First, there are new places where resource contention may occur. For example, CPU contention now comes in two forms: two processes racing for the same virtual machine CPU, and that virtual machine racing for physical CPU with other virtual machines. Another example is in storage pools, when data is competing for the fast but expensive Flash storage.

Second, environments are becoming more dynamic with virtualization and cloud technologies. As IT makes a transformation to IT-as-a-Service, new resources are constantly being provisioned and consumed. It is not uncommon to provision new VMs for hours with high workloads and then decommission these VMs when the load subsides. Mobile access and BYOD are other factors affecting the dynamic environment, since access patterns are changing and load is becoming less predictable.

Third, automation is a mixed blessing. The vendors of virtualization hardware and software are aware of the resource contention challenge and have introduced automatic algorithms to address it, which move workloads around to distribute the load more evenly and prioritize according to the load they are generating. This approach works well only if the busiest workloads are the most important ones. Yet this is not always the case, so the system prioritizes the less-important transactions at the expense of the more critical ones. Another implication of automation is that IT now has less visibility and less control of the environment.

Let’s revisit the steps for resolving resource contention, and factor in the impact of virtualization and cloud technologies:

1. Identify that the problem is related to resource contention

2. Identify the competitors

3. Prioritize the workloads according to business considerations

The first step is already problematic, since resource contention issues can manifest in any number of ways: what seems to be a large chunk of time spent in the Java tier may actually be a result of the Java VM not getting enough CPU.

The second step is even harder.

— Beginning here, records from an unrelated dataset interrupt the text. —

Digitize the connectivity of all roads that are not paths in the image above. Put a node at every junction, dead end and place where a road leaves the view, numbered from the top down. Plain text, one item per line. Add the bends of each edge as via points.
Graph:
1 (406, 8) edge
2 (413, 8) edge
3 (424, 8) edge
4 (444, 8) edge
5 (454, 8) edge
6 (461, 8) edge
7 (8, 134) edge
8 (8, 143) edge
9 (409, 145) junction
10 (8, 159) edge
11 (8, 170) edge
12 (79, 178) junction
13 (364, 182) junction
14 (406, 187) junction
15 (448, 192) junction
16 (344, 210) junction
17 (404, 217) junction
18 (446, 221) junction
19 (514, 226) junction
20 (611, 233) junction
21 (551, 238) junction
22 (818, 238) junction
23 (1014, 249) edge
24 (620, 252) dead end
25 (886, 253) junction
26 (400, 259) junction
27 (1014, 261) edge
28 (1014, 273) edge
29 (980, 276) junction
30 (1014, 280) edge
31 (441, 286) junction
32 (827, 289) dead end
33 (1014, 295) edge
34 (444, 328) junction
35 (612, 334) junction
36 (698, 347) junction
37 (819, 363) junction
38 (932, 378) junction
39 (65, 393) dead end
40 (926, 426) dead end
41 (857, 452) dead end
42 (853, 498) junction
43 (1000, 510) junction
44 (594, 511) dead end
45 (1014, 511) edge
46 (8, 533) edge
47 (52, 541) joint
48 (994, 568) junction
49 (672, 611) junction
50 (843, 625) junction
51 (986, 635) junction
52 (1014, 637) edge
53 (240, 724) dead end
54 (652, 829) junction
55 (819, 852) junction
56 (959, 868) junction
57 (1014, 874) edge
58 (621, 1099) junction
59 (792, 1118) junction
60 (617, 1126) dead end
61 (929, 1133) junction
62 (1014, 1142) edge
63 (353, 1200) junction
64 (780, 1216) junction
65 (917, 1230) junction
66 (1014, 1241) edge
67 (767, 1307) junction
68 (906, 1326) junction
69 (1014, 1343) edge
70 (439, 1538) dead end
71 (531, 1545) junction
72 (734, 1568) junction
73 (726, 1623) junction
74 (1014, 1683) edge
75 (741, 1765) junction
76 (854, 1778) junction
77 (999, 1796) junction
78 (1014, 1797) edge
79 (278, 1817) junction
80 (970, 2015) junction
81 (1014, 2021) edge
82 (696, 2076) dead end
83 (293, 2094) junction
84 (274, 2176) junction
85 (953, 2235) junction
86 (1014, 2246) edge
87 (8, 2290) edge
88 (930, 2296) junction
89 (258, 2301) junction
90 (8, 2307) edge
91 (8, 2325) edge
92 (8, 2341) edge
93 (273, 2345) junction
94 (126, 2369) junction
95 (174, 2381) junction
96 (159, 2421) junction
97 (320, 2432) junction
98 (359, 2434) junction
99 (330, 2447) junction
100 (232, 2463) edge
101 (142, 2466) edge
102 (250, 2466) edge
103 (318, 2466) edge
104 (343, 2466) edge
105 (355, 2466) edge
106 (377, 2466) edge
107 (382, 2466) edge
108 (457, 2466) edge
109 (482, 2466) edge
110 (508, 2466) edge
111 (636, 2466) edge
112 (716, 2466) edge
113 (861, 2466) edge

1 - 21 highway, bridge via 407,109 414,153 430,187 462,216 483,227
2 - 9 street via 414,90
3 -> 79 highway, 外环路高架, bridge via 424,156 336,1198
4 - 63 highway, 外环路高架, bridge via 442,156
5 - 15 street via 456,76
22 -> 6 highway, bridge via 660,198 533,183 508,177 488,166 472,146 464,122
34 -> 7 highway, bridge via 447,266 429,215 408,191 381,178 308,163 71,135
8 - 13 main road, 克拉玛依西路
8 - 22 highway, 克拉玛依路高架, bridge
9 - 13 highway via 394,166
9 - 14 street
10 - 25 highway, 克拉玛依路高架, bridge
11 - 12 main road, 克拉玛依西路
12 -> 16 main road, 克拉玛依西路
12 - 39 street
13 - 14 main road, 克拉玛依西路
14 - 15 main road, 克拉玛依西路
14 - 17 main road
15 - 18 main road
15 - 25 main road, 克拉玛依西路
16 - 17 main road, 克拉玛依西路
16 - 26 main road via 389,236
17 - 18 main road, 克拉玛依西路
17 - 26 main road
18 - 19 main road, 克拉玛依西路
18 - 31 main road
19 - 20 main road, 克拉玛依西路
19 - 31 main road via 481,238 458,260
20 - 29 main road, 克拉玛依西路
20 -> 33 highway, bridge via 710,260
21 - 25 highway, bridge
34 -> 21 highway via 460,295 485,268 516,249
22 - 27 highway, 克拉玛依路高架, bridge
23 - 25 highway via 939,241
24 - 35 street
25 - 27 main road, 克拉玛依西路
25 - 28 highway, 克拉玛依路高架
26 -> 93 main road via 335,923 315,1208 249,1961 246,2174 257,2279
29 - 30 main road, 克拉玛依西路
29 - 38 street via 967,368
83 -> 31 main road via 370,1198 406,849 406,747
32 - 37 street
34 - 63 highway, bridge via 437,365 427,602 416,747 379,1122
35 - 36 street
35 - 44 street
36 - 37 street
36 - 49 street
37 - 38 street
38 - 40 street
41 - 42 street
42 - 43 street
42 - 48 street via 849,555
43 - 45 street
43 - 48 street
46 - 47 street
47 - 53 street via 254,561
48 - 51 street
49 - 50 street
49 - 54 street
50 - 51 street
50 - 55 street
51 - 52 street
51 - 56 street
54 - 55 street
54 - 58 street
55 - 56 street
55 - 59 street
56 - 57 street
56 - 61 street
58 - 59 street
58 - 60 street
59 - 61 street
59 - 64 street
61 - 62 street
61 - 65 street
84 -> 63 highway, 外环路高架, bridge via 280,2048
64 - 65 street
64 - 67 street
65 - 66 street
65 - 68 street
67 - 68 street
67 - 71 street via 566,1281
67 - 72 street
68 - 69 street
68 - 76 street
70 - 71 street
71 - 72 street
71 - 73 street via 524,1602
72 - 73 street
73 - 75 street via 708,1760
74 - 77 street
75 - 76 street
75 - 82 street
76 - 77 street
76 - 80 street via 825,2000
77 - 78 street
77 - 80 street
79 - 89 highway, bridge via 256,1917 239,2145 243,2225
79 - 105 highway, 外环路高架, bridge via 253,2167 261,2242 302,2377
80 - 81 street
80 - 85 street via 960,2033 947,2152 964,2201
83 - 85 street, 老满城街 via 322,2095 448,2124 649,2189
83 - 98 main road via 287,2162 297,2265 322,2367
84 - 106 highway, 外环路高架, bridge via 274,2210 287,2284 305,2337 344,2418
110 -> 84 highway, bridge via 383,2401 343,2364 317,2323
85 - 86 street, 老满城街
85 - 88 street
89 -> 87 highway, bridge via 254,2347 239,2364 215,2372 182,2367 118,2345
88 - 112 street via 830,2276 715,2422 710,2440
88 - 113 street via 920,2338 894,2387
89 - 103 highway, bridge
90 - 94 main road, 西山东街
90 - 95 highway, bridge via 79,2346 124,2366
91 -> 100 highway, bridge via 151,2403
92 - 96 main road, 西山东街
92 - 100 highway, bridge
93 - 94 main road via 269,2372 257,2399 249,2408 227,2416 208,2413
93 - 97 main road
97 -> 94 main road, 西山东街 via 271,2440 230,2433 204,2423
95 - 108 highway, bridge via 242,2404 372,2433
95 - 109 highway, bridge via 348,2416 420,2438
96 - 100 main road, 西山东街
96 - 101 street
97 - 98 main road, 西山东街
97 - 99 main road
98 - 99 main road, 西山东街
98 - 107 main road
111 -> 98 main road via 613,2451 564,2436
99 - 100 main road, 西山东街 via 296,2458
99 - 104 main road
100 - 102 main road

Analysis of resource contention issues is after-the-fact. By then, the culprits may have already stopped competing, started using other resources or have been decommissioned altogether.

The third step is the hardest, since IT is hard-pressed to prioritize applications if they are unsure which processes/transactions/applications are competing.

Best Practices to Resolve Resource Contention in Virtual Environments

The number of possibilities for resource contention problems and ways to overcome them is substantial. Every IT organization has its own particular landscape and idiosyncrasies. Below, however, are some general guidelines which can be tailored to an organization’s unique needs.

The main considerations are the dynamic and multi-tier characteristics of resource contentions. An efficient approach must include cross-tier views, the ability to baseline and compare historical data and tying the resources to their business users:

Side-by-Side View of Performance Across Multiple Tiers: There are plenty of APM products and services that provide dashboards, but few of these solutions will perform complete end-to-end monitoring from the user’s end device to the storage disk, across physical and virtual infrastructure. To solve resource contention, you need to create a dashboard that collects and displays performance data curated from the various monitoring tools. This gives an indication of which resources are over-utilized and whether their over-utilization trend matches the workload trend of the tiers which access said resources. While not perfect, in a typical setting these matching trends would give you a big clue as to who’s using the resources and the resulting impact on performance.

Baselines and Reference Timeframes: When a performance problem occurs, IT should be able to compare the behavior of all components across the IT stack to their behavior in a previous reference timeframe or baseline. This will help you nail down what’s changed and, as a result, understand why a new performance problem has occurred.

Business Context of Performance: Integrating business context into performance metrics requires knowing, for each resource, which transactions are accessing that resource and when. Having the business context in each tier means that you can segregate performance according to the originating user calls and understand the business implications of each tier. Unfortunately, most APM tools have a technical focus today and do not connect the performance of individual tiers to the business transactions and implications. Hence you may need to technically enable passing some context or token between different tiers, for example by overriding the HTTP protocol between two JVMs to contain the original referring business transaction.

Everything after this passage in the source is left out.